Par le seul fait de la capacité de voir qui en découle (l’intime extériorisé et mon entendement de cette extériorisation) on voit autrement, c’est-à-dire de manière bidirectionnelle. Sidibé nous rappelle subtilement que cette question de la vie intérieure et celle du sens de l’intimité poursuit son sens, même par-delà la mort ou la rupture. En effet, l’acte de divorce qui conduit à la rupture dans une relation, l’acte de se donner la mort, et l’acte de laisser ses dernières volontés, tous extériorisent des sentiments intimes bidirectionnels. Ici, est déconstruite l’idée d’une intériorité qu’on ne peut saisir que par la seule jouissence, d’une part. Tout comme ce serait un leurre de poser l’intérêt matériel comme source de motivation du manque de vérité de cet autre qui est mon intime avec qui je commerce, d’autre part.
Postuler pour l’intimité
Les justificatifs se résument plutôt, laisse ressentir Assita Sidibé, dans la question du désir. Mon désir colonisé, aliéné à un autre auquel j’aspire, que je désire être, que je désire posséder et qui ne m’est provisoirement pas accessible, mais que je désire faire con-naître. Pour ce faire, je devrais agir sur moi en extériorisant verbalement ou dans les actes ce désir-là, et accepter de n’être finalement rien aux yeux de l’autre (à qui j’aurais fait voir mon désir par l’extériorisation d’un acte : divorce, suicide, testament…) Postuler pour l’intimité, c’est accepter de devenir ce soi particulier, c’est-à-dire être rien parce que nos motivations profondes deviennent de facto transparentes (c’est-à-dire révélées dans l’acte extériorisé), et donc connaissables (susceptibles d’être vues et comprises autrement). N’est-il pas établi que « par le seul fait de comprendre, on comprend autrement » (Gadamer) ?

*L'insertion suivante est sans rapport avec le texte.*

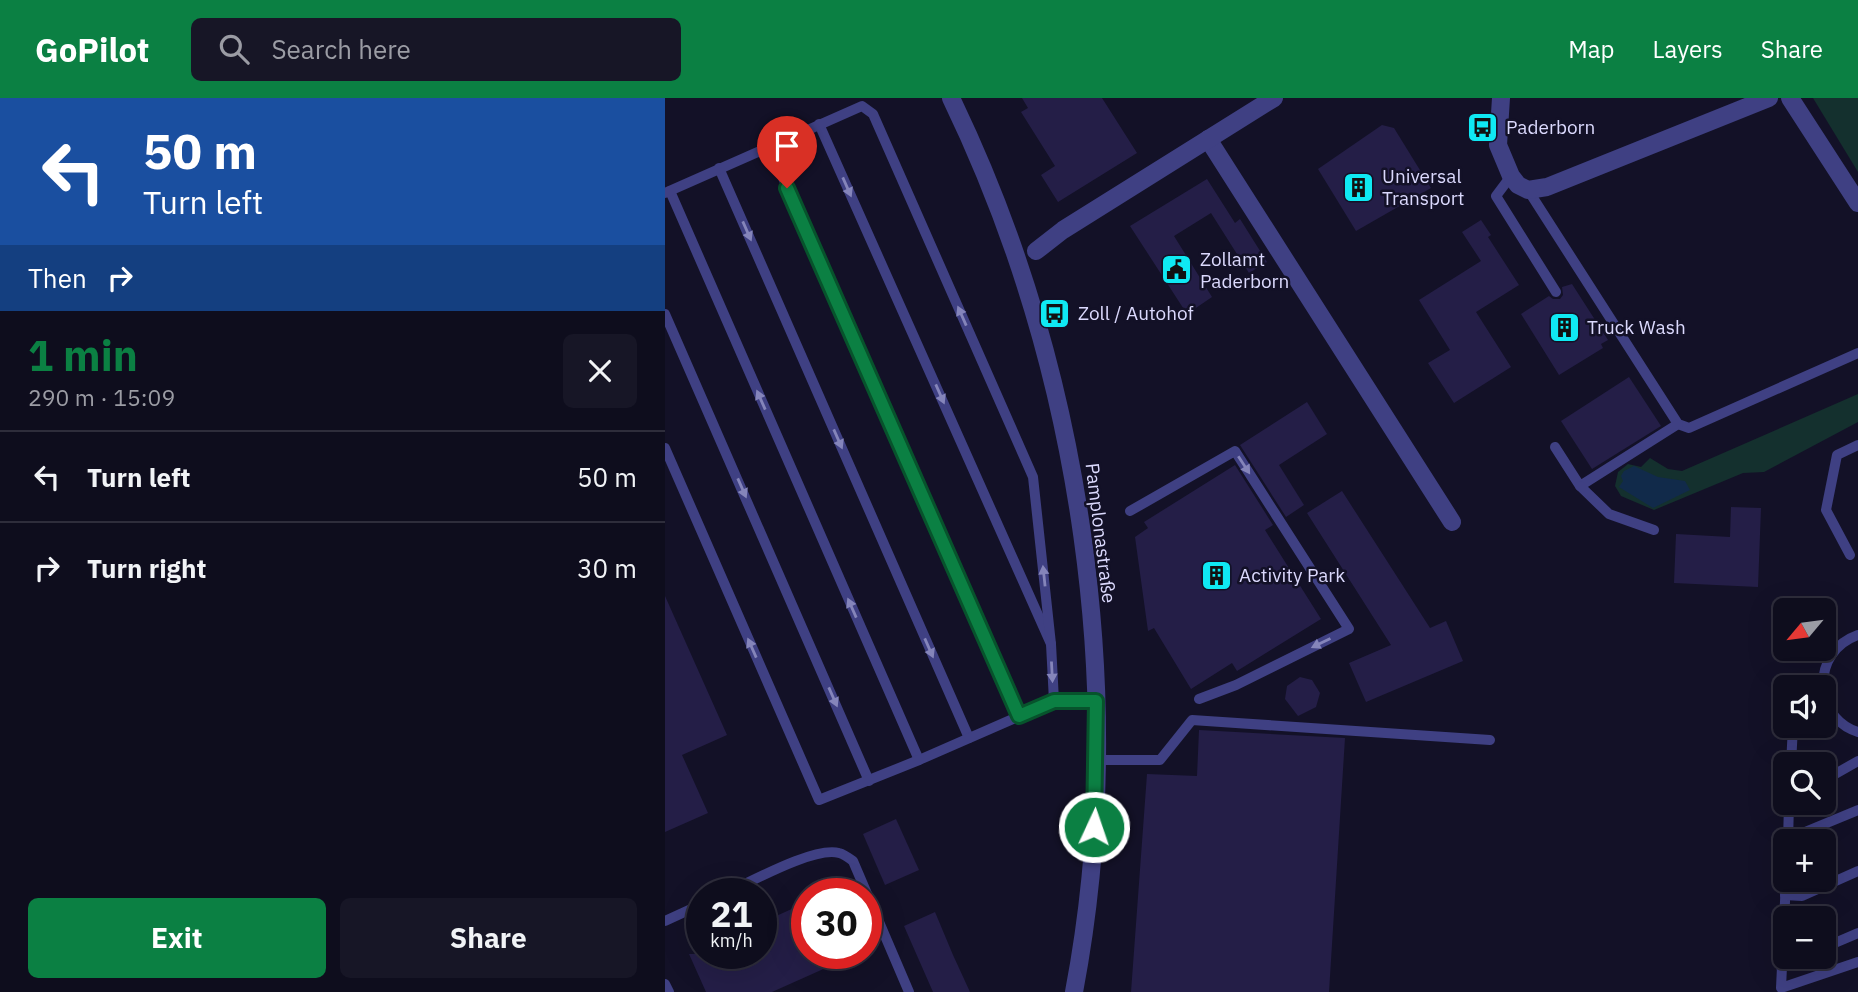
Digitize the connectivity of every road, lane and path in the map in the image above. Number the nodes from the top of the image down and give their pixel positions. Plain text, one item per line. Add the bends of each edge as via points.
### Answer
1 (951, 98) edge
2 (1274, 98) edge
3 (1501, 98) edge
4 (1769, 98) edge
5 (1790, 98) edge
6 (819, 124) junction
7 (1208, 139) junction
8 (769, 146) junction
9 (719, 168) junction
10 (1511, 176) junction
11 (1528, 190) junction
12 (667, 192) edge
13 (1858, 203) edge
14 (1037, 251) dead end
15 (1556, 292) dead end
16 (665, 314) edge
17 (1858, 353) edge
18 (1678, 424) junction
19 (1858, 445) edge
20 (1555, 447) dead end
21 (665, 448) edge
22 (1580, 486) junction
23 (1130, 511) dead end
24 (1452, 522) dead end
25 (1654, 530) dead end
26 (1850, 555) dead end
27 (1858, 635) edge
28 (1051, 644) junction
29 (1824, 675) edge
30 (1199, 699) dead end
31 (1054, 701) junction
32 (1096, 701) junction
33 (1019, 716) junction
34 (1836, 719) edge
35 (1858, 732) edge
36 (969, 738) junction
37 (1490, 740) dead end
38 (919, 760) junction
39 (1096, 760) junction
40 (1858, 761) edge
41 (1836, 774) edge
42 (869, 781) junction
43 (1858, 810) edge
44 (1814, 829) edge
45 (1858, 871) edge
46 (760, 878) edge
47 (1785, 892) edge
48 (1785, 895) junction
49 (1784, 906) edge
50 (686, 911) edge
51 (665, 921) edge
52 (1858, 933) edge
53 (1836, 942) edge
54 (1858, 962) edge
55 (1781, 969) edge
56 (665, 984) edge
57 (1780, 990) edge
58 (669, 992) edge
59 (909, 992) edge
60 (1074, 992) edge

1 - 32 street, Pamplonastraße via 1017,256 1058,400 1081,530
2 - 7 street
3 - 10 street via 1498,145
4 - 11 street via 1547,187
5 - 13 street
6 - 8 lane
6 -> 28 lane
28 -> 6 lane via 1033,477 873,114 862,106
7 - 14 street
7 - 24 street
8 - 9 lane
8 - 33 lane
9 - 12 lane
9 -> 36 lane
10 - 11 street
10 - 15 lane via 1496,196
11 - 18 lane
38 -> 12 lane
16 -> 42 lane
17 - 18 lane via 1689,428
18 - 22 lane
19 - 26 lane via 1837,454 1826,510
20 - 22 lane
42 -> 21 lane via 819,800
22 - 25 lane via 1609,514
23 -> 30 lane via 1235,451 1349,629
27 - 29 lane via 1833,652
28 -> 31 lane
31 - 32 lane
31 - 33 lane
32 - 39 street, Pamplonastraße
33 - 36 lane
34 - 35 lane
36 - 38 lane
37 - 39 lane via 1192,720 1160,760
38 - 42 lane
39 - 60 street, Pamplonastraße via 1093,846
40 - 41 lane
43 - 44 lane
45 - 48 lane via 1802,896
46 - 59 lane via 823,852 839,853 853,861
47 - 48 lane
48 - 49 lane
50 - 51 lane
52 - 53 lane
54 - 57 lane
55 - 57 lane
56 - 58 lane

L’auteure ivoirienne, Assita Sidibé, dans ce premier opus, nous sert une trame intimement profonde. Elle permet de revisiter avec finesse la délicate et absconse question autour des intimités dans la littérature francophone. Un joyau qui fera sans doute trace dans la littérature francophone.
Trois Mensonges de la nuit (Equinoxe, 2017, ISBN : 9782376430117, 4500 Fcfa, 75p)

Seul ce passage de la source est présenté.